Once the "minion/node agent" is installed on the node by conjurer successfully and is registered with the controller, it establishes a "long running" web socket with the controller providing "continuous updates" to the controller about progress and status. This information is then presented to authorized administrators via the Console for insights. Optionally, administrators can also view the logs generated by the minion/node agent for detailed visibility.

tail -f /var/log/salt/minion

View Cluster Configuration

Administrators can view the provisioned cluster's configuration by clicking on the cluster and selecting the "Configuration" tab.

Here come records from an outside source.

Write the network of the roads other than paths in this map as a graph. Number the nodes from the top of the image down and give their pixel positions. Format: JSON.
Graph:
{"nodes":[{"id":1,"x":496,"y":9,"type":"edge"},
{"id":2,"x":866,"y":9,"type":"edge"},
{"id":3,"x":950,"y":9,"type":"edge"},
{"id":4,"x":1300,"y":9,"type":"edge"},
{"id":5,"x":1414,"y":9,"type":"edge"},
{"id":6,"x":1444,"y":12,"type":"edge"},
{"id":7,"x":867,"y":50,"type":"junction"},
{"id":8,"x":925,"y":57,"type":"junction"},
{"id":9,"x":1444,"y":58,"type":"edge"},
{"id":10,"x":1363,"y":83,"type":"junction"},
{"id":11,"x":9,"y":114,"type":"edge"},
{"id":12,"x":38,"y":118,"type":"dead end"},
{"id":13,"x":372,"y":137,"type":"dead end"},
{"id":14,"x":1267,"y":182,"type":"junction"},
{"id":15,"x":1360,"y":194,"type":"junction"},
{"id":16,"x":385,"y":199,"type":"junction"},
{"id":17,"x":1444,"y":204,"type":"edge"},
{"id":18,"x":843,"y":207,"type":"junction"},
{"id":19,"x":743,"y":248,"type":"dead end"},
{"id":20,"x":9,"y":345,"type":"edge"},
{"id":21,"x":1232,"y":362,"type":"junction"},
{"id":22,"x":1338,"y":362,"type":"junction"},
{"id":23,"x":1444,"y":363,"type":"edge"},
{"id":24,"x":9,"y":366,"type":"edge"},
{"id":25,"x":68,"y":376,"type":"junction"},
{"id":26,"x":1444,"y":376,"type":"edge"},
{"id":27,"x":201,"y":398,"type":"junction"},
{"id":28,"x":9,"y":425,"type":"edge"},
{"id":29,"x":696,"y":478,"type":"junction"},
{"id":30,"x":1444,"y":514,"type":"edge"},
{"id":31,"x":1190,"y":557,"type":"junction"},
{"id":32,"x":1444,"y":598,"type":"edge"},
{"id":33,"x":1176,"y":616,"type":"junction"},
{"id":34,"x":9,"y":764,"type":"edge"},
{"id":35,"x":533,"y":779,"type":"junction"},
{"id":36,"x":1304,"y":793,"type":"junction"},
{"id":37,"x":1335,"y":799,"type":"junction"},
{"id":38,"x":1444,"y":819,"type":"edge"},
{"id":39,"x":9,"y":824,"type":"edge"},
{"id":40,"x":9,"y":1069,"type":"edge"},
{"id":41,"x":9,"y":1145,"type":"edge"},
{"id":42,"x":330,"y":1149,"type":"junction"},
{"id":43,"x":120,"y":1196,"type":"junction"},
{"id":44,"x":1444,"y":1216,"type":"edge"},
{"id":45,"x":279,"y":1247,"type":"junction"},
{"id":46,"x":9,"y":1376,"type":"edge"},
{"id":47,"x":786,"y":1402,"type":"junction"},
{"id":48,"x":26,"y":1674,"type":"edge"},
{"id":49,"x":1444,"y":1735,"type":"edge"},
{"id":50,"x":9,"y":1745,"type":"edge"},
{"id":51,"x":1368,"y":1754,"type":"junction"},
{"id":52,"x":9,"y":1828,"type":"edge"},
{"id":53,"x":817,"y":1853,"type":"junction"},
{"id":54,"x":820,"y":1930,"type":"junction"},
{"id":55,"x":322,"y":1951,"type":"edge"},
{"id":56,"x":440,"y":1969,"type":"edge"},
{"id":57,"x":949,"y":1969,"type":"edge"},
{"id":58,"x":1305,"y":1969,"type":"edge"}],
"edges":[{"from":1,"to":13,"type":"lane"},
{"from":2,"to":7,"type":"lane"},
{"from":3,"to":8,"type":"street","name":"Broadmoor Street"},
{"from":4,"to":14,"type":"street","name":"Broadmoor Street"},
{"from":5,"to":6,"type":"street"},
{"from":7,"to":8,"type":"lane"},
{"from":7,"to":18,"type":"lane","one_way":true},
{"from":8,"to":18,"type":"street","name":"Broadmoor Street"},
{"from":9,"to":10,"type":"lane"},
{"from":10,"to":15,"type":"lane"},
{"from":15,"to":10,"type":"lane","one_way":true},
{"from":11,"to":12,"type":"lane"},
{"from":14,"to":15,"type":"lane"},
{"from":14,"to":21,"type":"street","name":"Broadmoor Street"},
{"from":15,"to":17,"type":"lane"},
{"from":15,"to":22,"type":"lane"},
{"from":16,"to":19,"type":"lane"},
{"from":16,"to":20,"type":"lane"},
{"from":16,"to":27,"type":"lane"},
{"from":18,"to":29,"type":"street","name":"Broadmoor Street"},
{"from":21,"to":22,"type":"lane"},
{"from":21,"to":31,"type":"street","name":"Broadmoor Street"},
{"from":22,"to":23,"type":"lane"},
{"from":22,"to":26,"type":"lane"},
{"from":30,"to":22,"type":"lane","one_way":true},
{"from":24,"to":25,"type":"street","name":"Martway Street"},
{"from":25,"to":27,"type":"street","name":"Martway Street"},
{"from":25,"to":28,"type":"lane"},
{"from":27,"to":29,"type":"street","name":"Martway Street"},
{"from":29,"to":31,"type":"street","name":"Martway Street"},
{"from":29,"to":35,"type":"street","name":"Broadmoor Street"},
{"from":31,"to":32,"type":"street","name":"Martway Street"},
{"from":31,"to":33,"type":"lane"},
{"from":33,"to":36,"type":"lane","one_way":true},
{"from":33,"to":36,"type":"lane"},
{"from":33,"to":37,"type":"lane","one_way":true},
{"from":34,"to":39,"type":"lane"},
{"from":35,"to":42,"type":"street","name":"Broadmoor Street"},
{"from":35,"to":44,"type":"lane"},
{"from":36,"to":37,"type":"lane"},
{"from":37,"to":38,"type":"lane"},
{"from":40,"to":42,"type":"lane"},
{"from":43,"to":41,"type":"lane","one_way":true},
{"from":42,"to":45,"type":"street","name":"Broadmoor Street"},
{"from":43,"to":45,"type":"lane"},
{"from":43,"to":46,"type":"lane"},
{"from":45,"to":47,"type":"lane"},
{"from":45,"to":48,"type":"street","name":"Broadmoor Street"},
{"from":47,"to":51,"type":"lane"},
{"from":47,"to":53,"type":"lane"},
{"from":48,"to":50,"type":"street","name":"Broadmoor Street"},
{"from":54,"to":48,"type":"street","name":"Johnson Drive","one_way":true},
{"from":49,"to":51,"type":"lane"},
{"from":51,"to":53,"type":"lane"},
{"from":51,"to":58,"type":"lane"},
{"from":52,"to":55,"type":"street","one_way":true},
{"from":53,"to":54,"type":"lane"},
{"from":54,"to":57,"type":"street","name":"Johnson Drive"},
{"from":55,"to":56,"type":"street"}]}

Provisioned Cluster Config


Common Issues

Although "conjurer" provides a built-in battery of "preflight tests" that can be used to verify the environment and configuration, there are some scenarios where provisioning can fail.

Host Firewall

If your instances (for the nodes) have a host firewall such as firewall or iptables rules, it may be silently drop all packets destined for the Controller. This will result in provisioning failure. Ensure that the host firewall is configured to allow outbound communications on tcp/443 to the controller.

MTU

The Maximum Transmission Unit (MTU) is the largest block of data that can be handled at Layer-3 (IP). MTU usually refers to the maximum size a packet can be. Certain MTU/MSS settings can result in fragmentation related issues with mTLS connections between the agents and the controller.

Unstable Network

Unstable or unreliable network connectivity. Remote cluster provisioning in remote, low bandwidth locations with unstable networks can be very challenging. Review how the retry and backoff mechanisms work by default and how they can be customized to suit your requirements.